Monday, February 20, 2006

Healing Toxic Shame

Everyone who has been raised by sinful caretakers in a sinful world has suffered emotional hurts causing negative false beliefs about themselves (toxic shame) & their world. These wounds can & need to be healed for people to have healthy relationships with God, themselves, & others.

I’ve found the book, Healing the Shame That Binds You (by John Bradshaw), to be a powerful tool for those who are ready to take the painful but liberating journey toward personal healing & reconciliation. Along with this book, I strongly recommend keeping a personal journal of experiences, memories, feelings, learnings, inner dialogues, & prayers... reviewing what you have written, often. I’ve also found it immensely valuable to read a chapter or two from the book of Psalms every day. Finally, it’s always helpful & nearly always necessary to walk through this process with a trustworthy, sensitive, & insightful friend who has a living relationship with Jesus Christ. This quest is difficult enough without the burden of doing it alone.

The following includes more information that will help make sense of your journey. May God bless you as you walk with Him toward the life you’ve always dreamed of, but never dared to hope for.

· Talk to God, admitting that as much as you’ve been wronged, you’ve also made mistakes & done selfish things that have hurt others.
· Ask for His forgiveness & for Him to walk with you in finding the truth & becoming whole. Invite Him to lead you through this process, praying & listening to Him & reading His Word the Bible.
· Get regular accountability & encouragement from mature friends.

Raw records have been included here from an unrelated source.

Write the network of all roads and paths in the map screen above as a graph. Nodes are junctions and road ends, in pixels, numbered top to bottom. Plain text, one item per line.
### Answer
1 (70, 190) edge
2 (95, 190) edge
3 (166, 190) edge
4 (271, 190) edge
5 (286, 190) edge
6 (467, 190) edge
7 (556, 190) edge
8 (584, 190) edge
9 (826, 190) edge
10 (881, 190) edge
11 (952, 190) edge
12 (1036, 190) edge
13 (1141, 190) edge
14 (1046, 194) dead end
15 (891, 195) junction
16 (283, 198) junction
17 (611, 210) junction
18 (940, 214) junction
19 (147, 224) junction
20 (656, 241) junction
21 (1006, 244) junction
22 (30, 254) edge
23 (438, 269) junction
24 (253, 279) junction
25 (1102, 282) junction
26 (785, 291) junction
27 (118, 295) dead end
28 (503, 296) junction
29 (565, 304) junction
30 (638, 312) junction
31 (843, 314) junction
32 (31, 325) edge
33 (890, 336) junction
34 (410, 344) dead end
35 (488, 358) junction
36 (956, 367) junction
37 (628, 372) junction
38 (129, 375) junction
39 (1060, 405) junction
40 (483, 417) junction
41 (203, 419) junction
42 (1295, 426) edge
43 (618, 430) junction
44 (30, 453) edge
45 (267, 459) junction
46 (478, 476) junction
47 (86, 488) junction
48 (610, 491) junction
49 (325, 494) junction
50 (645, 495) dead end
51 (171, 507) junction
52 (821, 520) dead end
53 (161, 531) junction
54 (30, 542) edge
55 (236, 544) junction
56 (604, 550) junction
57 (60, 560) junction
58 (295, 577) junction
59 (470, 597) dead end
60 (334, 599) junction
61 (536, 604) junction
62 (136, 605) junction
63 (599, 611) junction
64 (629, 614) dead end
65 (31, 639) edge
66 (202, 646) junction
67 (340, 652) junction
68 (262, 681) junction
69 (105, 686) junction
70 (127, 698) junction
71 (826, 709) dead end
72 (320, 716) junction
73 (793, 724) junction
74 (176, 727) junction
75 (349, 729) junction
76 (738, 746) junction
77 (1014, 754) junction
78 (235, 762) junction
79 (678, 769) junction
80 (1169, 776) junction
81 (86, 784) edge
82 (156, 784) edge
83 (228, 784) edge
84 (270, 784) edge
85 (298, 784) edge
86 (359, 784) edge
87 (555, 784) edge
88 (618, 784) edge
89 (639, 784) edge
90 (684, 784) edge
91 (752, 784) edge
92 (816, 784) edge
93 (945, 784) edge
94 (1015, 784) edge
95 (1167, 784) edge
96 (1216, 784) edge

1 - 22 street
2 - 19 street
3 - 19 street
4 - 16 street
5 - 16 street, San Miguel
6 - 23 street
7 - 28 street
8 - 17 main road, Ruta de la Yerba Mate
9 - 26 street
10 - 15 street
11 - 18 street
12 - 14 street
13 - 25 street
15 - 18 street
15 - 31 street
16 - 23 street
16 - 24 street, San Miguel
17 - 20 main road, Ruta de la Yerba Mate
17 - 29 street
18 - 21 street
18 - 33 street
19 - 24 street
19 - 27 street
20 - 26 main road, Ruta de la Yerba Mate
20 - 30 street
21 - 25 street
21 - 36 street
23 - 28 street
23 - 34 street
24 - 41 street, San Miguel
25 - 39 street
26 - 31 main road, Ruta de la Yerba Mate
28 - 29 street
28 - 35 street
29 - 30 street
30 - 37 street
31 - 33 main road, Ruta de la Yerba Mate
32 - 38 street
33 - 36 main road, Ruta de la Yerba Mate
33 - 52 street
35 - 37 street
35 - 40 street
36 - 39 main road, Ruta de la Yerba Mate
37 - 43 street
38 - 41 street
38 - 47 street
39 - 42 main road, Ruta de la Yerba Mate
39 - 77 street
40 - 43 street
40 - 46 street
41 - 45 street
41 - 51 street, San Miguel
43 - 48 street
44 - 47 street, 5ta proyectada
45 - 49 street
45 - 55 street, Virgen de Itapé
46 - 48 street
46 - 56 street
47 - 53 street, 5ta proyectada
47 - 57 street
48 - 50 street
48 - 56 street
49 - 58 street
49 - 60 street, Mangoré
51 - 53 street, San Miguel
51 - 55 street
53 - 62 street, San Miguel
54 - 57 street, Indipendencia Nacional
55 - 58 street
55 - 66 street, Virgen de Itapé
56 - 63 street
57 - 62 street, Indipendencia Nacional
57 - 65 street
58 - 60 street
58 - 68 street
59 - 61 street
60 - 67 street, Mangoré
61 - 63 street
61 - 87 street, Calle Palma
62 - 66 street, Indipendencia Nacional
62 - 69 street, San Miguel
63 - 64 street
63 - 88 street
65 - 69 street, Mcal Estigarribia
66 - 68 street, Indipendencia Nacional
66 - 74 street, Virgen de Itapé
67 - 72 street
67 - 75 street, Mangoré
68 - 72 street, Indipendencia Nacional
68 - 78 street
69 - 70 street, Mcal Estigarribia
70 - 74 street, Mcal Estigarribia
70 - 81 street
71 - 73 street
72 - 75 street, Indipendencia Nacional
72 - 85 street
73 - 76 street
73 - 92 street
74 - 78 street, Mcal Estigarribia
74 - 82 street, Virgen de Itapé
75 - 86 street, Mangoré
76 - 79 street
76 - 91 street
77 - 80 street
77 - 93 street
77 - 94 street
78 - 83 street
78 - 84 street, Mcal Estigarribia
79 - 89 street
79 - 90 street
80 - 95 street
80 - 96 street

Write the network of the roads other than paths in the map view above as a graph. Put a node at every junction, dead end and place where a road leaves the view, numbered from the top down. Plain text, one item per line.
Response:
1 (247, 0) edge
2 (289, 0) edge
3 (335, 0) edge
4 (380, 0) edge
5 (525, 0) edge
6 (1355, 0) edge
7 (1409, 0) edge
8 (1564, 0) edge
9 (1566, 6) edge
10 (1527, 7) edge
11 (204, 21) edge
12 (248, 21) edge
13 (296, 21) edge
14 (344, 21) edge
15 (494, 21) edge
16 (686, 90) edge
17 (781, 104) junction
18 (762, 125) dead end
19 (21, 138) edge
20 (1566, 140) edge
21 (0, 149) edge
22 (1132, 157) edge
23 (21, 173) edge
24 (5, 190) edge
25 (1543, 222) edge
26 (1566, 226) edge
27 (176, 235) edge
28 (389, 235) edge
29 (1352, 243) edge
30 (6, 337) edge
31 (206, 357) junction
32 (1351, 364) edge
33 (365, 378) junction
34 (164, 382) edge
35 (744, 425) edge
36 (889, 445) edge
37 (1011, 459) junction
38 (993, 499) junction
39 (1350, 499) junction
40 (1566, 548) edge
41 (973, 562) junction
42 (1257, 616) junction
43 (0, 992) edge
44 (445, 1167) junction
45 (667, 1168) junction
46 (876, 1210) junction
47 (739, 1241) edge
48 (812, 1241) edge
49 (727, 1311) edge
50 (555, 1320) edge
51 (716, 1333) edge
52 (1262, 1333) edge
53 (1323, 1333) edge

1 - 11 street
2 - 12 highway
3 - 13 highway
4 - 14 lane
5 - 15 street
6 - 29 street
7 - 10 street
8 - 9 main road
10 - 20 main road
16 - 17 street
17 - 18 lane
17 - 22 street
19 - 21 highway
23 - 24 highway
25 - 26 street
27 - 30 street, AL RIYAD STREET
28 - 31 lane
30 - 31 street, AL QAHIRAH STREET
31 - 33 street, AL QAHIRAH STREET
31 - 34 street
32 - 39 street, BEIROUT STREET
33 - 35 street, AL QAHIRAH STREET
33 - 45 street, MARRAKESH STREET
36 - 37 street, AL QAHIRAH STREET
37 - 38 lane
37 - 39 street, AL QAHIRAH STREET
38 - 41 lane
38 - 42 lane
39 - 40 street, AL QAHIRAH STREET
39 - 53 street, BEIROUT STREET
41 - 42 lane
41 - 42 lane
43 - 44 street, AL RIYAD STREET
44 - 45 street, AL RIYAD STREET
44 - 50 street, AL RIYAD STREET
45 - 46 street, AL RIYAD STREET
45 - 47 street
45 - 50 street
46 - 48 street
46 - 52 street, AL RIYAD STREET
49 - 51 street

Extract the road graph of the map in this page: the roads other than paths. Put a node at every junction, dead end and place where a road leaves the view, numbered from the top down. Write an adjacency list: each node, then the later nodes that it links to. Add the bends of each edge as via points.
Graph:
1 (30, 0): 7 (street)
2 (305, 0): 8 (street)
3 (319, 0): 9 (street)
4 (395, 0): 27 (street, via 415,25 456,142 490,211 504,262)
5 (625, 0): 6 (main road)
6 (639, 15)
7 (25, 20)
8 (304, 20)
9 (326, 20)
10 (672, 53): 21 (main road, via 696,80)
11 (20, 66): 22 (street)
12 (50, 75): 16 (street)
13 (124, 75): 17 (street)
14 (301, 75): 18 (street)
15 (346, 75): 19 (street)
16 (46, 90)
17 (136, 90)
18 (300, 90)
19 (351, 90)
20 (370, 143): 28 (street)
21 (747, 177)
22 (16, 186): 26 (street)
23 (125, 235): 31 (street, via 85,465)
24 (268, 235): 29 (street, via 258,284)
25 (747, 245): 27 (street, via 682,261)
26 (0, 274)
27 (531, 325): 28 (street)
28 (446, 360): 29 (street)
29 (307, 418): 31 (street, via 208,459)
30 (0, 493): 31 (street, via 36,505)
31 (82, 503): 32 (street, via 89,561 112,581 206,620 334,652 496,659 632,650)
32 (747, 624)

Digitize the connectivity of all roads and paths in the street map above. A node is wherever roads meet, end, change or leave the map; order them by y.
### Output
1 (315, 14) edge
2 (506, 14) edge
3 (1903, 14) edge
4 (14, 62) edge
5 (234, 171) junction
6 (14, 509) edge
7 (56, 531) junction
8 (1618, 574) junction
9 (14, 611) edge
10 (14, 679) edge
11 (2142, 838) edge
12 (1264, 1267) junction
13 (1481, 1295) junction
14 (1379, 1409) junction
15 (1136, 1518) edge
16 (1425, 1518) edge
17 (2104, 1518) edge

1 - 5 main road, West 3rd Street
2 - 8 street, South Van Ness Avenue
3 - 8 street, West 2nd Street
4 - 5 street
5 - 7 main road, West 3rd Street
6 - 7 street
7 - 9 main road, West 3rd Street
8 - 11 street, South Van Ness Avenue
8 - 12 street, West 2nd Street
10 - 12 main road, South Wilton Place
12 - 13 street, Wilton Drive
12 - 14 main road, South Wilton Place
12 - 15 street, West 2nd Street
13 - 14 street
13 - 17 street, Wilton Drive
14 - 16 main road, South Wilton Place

As you experience circumstances that stir up negative or confusing emotional reactions & behaviors, the following ten steps help to unpack them & discover what dynamics might be active beneath the surface.

1. Trigger Experience
What was the experience that seems to have triggered the emotional reaction? Summarize it & give it a title.
2. Feelings
What did you feel (emotionally & physically)? Write down as many describing words as you can; then review the list & circle the ones that feel most powerful to you.
3. Images & Metaphors
As you think of your feelings, what images come to mind? Is there a certain animal you felt like? How about a unique role like a boxer, a dancer, a baby, a robbery victim, a hostage, etc.? Completing this sentence might help: “I felt like a _________ .”
4. Historical Connections
When else have you felt this way?
5. Themes & Issues
What do all these experiences have in common? How did you feel or react similarly in each situation? What did you say or do that was similar? Did you hide, cry, fight, eat, work harder, run away, etc.?
6. Source Experiences
What’s your earliest memory of this kind of experience? Did you ever feel this way when you were a little girl / boy? How about with Mom or Dad or your other primary guardians?
7. Discovering Your Lie
When you first felt this, what did you learn to believe (feel) about yourself? What did you learn to believe (feel) about others?
8. Discovering God’s Truth
Does God’s Word say anything related to this issue or the way it made you feel about yourself or others? How does He view you? Read Genesis chapter 1 & begin looking through the book of Psalms (like Ps 139) for clues; or try looking up relevant words in a concordance or online Bible search tool (
9. Reparenting
The feeling part of your heart functions a lot like a child & requires good parenting from your thinking, adult mind. Listen to that child (the feeling part of your heart) & begin the process of re-parenting (even dialoging with him/her in the 2nd person). You are the only parent that child will listen to now. All the rules of good parenting apply here: loving, listening, comforting, correcting, setting boundaries, educating, encouraging, etc. Writing these inner conversations in your journal can help make them more concrete.
10. Action Steps
What can you do this week to teach God’s truth to that deepest part of your feeling heart? ...maybe writing your LIE (step 7) on one side of a 3x5 card & your TRUTH (step 8) on the other? ...or how about memorizing a relevant Bible verse or catch phrase?

· Correctly assign responsibility for hurtful actions. This means taking responsibility for your own past & present actions, but not others’.
· Confess your actions to those you’ve hurt, asking for their forgiveness, & giving them the opportunity to be free of anger.

· Discover & embrace your true identity, personality, & spiritual gifts.
· Discover & embrace God’s plan & His next step for you.
· Begin moving toward that next step in faith & obedience.